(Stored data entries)
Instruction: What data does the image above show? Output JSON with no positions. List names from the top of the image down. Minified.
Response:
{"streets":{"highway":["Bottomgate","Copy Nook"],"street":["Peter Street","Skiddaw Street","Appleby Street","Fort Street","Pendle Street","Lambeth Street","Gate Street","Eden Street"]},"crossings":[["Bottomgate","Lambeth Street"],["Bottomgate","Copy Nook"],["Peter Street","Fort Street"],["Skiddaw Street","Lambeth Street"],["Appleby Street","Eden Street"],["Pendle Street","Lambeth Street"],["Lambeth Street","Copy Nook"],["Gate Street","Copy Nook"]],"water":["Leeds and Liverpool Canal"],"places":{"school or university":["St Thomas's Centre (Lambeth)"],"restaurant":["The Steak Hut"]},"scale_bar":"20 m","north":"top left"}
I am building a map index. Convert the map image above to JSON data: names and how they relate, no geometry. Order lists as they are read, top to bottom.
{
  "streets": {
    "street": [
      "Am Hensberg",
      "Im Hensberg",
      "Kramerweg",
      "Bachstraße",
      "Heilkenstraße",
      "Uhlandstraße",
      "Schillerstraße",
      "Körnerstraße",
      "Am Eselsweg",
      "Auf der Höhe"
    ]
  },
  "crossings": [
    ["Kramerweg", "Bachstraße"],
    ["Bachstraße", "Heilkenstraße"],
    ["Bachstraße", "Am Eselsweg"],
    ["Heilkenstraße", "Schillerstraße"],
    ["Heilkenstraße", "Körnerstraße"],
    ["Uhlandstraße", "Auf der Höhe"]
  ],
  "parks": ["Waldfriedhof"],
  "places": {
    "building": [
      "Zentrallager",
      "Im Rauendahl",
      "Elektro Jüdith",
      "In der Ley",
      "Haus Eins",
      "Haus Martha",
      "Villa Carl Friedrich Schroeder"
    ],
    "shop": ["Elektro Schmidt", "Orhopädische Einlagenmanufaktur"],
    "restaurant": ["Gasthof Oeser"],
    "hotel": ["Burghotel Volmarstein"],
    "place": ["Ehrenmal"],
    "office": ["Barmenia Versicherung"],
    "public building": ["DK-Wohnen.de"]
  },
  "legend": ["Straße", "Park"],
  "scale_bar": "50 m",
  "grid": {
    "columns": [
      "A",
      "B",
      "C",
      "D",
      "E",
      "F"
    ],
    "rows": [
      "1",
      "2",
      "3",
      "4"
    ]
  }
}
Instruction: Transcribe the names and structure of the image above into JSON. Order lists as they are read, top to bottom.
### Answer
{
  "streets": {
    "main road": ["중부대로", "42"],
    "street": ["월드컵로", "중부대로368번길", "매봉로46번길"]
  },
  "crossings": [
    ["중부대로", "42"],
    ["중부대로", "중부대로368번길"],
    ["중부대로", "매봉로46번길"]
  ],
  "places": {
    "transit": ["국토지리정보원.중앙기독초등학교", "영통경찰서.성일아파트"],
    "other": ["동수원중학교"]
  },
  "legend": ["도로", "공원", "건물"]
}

Your assignment: From the entries, report each line that includes the word "Instruction".

Response area:
Instruction: What data does the image above show? Output JSON with no positions. List names from the top of the image down. Minified.
Instruction: Transcribe the names and structure of the image above into JSON. Order lists as they are read, top to bottom.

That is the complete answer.